The records below must be copied in full, exactly as they read.

(Stored data entries)
★ ★ ★ ★

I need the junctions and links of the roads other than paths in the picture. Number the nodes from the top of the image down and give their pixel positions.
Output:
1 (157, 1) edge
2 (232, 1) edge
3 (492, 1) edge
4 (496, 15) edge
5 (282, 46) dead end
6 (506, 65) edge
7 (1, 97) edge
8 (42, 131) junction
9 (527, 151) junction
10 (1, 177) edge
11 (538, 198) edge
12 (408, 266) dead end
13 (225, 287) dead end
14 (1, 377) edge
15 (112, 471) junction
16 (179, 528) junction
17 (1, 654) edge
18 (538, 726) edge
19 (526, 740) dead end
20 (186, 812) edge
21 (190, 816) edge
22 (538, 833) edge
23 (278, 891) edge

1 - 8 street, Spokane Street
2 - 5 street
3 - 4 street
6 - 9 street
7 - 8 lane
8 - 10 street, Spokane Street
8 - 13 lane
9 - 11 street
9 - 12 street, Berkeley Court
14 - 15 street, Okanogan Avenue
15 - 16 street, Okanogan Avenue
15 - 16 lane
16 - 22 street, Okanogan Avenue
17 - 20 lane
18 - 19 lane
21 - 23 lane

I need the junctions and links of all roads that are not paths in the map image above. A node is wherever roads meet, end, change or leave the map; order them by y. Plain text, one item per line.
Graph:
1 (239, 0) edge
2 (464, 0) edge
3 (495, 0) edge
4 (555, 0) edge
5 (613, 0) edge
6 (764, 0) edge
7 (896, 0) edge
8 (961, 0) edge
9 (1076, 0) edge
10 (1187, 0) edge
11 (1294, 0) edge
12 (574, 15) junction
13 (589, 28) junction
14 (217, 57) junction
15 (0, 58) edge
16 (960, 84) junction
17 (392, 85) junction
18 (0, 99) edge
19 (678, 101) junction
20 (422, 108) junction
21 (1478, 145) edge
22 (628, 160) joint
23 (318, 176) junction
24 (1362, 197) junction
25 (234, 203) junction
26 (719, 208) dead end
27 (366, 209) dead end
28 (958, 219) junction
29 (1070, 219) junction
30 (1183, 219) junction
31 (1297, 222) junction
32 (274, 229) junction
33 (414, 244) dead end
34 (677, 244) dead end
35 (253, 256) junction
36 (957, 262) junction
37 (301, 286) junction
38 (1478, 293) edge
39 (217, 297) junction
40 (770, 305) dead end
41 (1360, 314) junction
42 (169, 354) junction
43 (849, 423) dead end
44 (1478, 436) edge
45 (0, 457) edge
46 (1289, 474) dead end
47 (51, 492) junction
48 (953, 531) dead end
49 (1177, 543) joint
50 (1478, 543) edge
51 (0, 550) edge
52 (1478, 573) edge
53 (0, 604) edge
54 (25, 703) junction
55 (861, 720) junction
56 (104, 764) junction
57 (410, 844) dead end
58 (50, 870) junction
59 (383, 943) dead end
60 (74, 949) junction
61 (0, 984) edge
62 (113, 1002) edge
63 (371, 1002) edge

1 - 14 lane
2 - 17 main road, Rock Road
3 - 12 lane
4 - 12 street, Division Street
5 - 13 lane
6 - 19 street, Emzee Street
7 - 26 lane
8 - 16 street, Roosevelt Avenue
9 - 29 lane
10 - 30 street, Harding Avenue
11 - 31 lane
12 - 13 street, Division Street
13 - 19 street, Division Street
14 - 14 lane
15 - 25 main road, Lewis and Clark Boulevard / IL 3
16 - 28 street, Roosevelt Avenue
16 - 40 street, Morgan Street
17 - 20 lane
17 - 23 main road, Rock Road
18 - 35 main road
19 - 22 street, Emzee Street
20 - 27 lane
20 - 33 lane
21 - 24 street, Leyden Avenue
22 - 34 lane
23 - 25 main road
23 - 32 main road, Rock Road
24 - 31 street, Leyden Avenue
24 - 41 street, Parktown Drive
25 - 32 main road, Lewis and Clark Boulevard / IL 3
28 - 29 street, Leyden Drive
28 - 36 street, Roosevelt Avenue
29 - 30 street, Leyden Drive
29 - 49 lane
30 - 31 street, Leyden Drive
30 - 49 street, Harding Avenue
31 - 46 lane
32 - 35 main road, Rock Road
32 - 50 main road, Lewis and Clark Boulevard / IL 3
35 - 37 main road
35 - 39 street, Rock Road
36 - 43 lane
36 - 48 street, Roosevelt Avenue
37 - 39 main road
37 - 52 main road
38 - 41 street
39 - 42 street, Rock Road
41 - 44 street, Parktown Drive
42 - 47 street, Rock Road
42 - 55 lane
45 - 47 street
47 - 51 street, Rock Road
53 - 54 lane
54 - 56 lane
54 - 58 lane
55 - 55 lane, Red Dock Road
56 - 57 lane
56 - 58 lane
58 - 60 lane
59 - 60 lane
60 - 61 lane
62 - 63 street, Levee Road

★ ★ ★ ★

Exercise answer |
I need the junctions and links of the roads other than paths in the picture. Number the nodes from the top of the image down and give their pixel positions.
Output:
1 (157, 1) edge
2 (232, 1) edge
3 (492, 1) edge
4 (496, 15) edge
5 (282, 46) dead end
6 (506, 65) edge
7 (1, 97) edge
8 (42, 131) junction
9 (527, 151) junction
10 (1, 177) edge
11 (538, 198) edge
12 (408, 266) dead end
13 (225, 287) dead end
14 (1, 377) edge
15 (112, 471) junction
16 (179, 528) junction
17 (1, 654) edge
18 (538, 726) edge
19 (526, 740) dead end
20 (186, 812) edge
21 (190, 816) edge
22 (538, 833) edge
23 (278, 891) edge

1 - 8 street, Spokane Street
2 - 5 street
3 - 4 street
6 - 9 street
7 - 8 lane
8 - 10 street, Spokane Street
8 - 13 lane
9 - 11 street
9 - 12 street, Berkeley Court
14 - 15 street, Okanogan Avenue
15 - 16 street, Okanogan Avenue
15 - 16 lane
16 - 22 street, Okanogan Avenue
17 - 20 lane
18 - 19 lane
21 - 23 lane

I need the junctions and links of all roads that are not paths in the map image above. A node is wherever roads meet, end, change or leave the map; order them by y. Plain text, one item per line.
Graph:
1 (239, 0) edge
2 (464, 0) edge
3 (495, 0) edge
4 (555, 0) edge
5 (613, 0) edge
6 (764, 0) edge
7 (896, 0) edge
8 (961, 0) edge
9 (1076, 0) edge
10 (1187, 0) edge
11 (1294, 0) edge
12 (574, 15) junction
13 (589, 28) junction
14 (217, 57) junction
15 (0, 58) edge
16 (960, 84) junction
17 (392, 85) junction
18 (0, 99) edge
19 (678, 101) junction
20 (422, 108) junction
21 (1478, 145) edge
22 (628, 160) joint
23 (318, 176) junction
24 (1362, 197) junction
25 (234, 203) junction
26 (719, 208) dead end
27 (366, 209) dead end
28 (958, 219) junction
29 (1070, 219) junction
30 (1183, 219) junction
31 (1297, 222) junction
32 (274, 229) junction
33 (414, 244) dead end
34 (677, 244) dead end
35 (253, 256) junction
36 (957, 262) junction
37 (301, 286) junction
38 (1478, 293) edge
39 (217, 297) junction
40 (770, 305) dead end
41 (1360, 314) junction
42 (169, 354) junction
43 (849, 423) dead end
44 (1478, 436) edge
45 (0, 457) edge
46 (1289, 474) dead end
47 (51, 492) junction
48 (953, 531) dead end
49 (1177, 543) joint
50 (1478, 543) edge
51 (0, 550) edge
52 (1478, 573) edge
53 (0, 604) edge
54 (25, 703) junction
55 (861, 720) junction
56 (104, 764) junction
57 (410, 844) dead end
58 (50, 870) junction
59 (383, 943) dead end
60 (74, 949) junction
61 (0, 984) edge
62 (113, 1002) edge
63 (371, 1002) edge

1 - 14 lane
2 - 17 main road, Rock Road
3 - 12 lane
4 - 12 street, Division Street
5 - 13 lane
6 - 19 street, Emzee Street
7 - 26 lane
8 - 16 street, Roosevelt Avenue
9 - 29 lane
10 - 30 street, Harding Avenue
11 - 31 lane
12 - 13 street, Division Street
13 - 19 street, Division Street
14 - 14 lane
15 - 25 main road, Lewis and Clark Boulevard / IL 3
16 - 28 street, Roosevelt Avenue
16 - 40 street, Morgan Street
17 - 20 lane
17 - 23 main road, Rock Road
18 - 35 main road
19 - 22 street, Emzee Street
20 - 27 lane
20 - 33 lane
21 - 24 street, Leyden Avenue
22 - 34 lane
23 - 25 main road
23 - 32 main road, Rock Road
24 - 31 street, Leyden Avenue
24 - 41 street, Parktown Drive
25 - 32 main road, Lewis and Clark Boulevard / IL 3
28 - 29 street, Leyden Drive
28 - 36 street, Roosevelt Avenue
29 - 30 street, Leyden Drive
29 - 49 lane
30 - 31 street, Leyden Drive
30 - 49 street, Harding Avenue
31 - 46 lane
32 - 35 main road, Rock Road
32 - 50 main road, Lewis and Clark Boulevard / IL 3
35 - 37 main road
35 - 39 street, Rock Road
36 - 43 lane
36 - 48 street, Roosevelt Avenue
37 - 39 main road
37 - 52 main road
38 - 41 street
39 - 42 street, Rock Road
41 - 44 street, Parktown Drive
42 - 47 street, Rock Road
42 - 55 lane
45 - 47 street
47 - 51 street, Rock Road
53 - 54 lane
54 - 56 lane
54 - 58 lane
55 - 55 lane, Red Dock Road
56 - 57 lane
56 - 58 lane
58 - 60 lane
59 - 60 lane
60 - 61 lane
62 - 63 street, Levee Road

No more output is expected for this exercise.